Ananth, Cande V.a; Basso, Olgab

Epidemiology:
doi: 10.1097/EDE.0b013e3181c297af
Perinatal: Original Article
Abstract

Background: Hypertensive disorders of pregnancy are more frequent in primiparous women, but may be more severe in multiparas. We examined trends in stillbirth and neonatal mortality related to pregnancy-induced hypertension (PIH), and explored whether mortality varied by parity and maternal race.

Methods: We carried out a population-based study of 57 million singleton live births and stillbirths (24–46 weeks' gestation) in the United States between 1990 and 2004. We estimated rates and adjusted odds ratios (ORs) of stillbirth and neonatal death in relation to PIH, comparing births in 1990–1991 with 2003–2004.

Results: PIH increased from 3.0% in 1990–1991 to 3.8% in 2003–2004. In both periods, PIH was associated with a higher risk of stillbirth and neonatal death. We explored this in more detail in 2003–2004, and observed that the increased risk of PIH-related stillbirth was higher in women having their second or higher-order births (OR = 2.2 [95% confidence interval = 2.1–2.4]) compared with women having their first birth (1.5 [1.4–1.6]). Patterns were similar for neonatal death (1.3 [1.2–1.4] in first and 1.6 [1.5–1.8] in second or higher-order births). Among multiparas, the association between PIH and stillbirth was stronger in black women (2.9 [2.7–3.2]) than white women (2.0 [1.8–2.1]).

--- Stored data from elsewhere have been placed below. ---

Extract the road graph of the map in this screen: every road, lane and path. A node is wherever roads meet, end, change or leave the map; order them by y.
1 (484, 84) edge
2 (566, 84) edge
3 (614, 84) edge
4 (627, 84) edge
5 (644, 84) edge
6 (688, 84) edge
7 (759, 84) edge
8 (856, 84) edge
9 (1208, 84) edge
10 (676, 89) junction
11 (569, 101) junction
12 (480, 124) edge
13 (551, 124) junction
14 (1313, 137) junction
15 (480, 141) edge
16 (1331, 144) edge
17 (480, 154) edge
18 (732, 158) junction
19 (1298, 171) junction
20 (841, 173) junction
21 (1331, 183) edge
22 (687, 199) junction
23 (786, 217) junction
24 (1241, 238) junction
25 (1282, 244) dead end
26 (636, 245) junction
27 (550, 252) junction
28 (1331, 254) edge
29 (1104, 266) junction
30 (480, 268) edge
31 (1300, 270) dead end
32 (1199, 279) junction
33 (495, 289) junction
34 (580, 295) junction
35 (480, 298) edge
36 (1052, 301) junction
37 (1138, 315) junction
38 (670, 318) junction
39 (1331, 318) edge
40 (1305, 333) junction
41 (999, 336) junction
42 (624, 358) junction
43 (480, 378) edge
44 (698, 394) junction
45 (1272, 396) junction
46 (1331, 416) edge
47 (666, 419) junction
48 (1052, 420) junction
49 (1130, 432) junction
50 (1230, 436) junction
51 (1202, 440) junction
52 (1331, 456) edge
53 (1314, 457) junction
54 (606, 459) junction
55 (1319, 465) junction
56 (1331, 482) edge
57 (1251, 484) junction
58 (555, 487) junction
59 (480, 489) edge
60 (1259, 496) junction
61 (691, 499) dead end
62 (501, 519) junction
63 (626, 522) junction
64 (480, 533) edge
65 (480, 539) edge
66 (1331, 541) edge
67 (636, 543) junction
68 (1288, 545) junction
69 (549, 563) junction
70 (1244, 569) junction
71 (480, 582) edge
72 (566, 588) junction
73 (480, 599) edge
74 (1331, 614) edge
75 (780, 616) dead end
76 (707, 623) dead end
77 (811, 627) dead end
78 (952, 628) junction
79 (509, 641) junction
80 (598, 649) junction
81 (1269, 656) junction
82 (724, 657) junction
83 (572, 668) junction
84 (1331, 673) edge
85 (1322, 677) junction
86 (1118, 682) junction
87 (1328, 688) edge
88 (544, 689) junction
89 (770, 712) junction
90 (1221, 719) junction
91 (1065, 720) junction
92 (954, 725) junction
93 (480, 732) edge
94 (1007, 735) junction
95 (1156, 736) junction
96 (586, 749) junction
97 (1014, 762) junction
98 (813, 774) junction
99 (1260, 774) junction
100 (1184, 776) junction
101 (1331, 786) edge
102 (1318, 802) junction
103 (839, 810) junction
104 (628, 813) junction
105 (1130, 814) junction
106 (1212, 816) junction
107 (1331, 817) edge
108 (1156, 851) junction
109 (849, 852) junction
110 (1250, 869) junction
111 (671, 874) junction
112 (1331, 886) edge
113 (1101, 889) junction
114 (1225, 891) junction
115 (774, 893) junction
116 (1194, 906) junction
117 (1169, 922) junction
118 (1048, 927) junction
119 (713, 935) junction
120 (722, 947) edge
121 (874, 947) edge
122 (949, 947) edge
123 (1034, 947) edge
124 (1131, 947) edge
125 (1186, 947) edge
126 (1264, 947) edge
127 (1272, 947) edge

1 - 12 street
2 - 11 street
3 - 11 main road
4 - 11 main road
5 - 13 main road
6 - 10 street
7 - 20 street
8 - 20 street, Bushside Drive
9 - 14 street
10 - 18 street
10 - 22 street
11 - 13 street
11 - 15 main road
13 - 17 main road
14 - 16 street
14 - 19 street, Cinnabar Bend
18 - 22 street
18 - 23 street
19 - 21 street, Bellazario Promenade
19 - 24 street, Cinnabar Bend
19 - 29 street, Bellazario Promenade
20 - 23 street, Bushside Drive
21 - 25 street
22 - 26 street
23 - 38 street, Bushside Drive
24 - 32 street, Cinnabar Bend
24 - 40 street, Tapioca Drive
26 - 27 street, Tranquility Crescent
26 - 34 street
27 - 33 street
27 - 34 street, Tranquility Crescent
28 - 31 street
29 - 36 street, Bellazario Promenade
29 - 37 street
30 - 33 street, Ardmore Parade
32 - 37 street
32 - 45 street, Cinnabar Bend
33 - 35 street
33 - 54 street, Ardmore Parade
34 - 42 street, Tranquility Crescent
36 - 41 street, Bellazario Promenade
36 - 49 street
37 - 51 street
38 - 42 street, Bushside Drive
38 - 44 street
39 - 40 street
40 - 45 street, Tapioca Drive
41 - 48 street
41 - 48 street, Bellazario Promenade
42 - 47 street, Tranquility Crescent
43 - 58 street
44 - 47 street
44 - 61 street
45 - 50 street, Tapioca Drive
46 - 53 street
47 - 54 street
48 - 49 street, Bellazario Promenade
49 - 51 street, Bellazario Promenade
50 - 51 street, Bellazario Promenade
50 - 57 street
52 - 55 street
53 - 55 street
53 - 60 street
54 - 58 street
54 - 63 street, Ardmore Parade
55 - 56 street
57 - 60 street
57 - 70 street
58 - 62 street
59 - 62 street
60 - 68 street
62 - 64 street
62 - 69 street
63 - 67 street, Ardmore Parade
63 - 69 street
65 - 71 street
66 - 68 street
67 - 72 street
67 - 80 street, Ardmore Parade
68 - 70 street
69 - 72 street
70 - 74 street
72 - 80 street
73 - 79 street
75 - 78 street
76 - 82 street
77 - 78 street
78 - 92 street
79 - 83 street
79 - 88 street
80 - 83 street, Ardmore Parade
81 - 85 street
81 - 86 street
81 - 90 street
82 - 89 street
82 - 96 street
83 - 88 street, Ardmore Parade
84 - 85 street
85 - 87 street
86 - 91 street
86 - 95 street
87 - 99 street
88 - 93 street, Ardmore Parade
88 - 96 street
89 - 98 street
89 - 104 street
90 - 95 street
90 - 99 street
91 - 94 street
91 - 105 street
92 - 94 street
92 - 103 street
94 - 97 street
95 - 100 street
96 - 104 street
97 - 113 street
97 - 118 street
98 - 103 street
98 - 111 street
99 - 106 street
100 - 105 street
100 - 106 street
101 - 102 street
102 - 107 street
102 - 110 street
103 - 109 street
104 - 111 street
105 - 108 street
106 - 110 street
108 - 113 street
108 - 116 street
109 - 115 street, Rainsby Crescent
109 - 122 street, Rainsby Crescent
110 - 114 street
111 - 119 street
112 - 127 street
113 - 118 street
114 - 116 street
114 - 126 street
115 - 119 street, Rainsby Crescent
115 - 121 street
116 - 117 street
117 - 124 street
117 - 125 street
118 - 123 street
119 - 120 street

Conclusions: A substantial burden of stillbirth and neonatal mortality is associated with PIH, especially among multiparous women, which may be due to more severe PIH, or to a higher burden of underlying disease.

Author Information

From the aDivision of Epidemiology and Biostatistics, Department of Obstetrics, Gynecology, and Reproductive Sciences, UMDNJ-Robert Wood Johnson Medical School, New Brunswick, NJ; and bEpidemiology Branch, National Institute of Environmental Health Sciences, National Institutes of Health, Research Triangle Park, NC.

Submitted 14 February 2009; accepted 15 June 2009.

Supported, in part, by the Intramural program of the NIH, National Institute of Environmental Health Sciences (Z01 ES044003).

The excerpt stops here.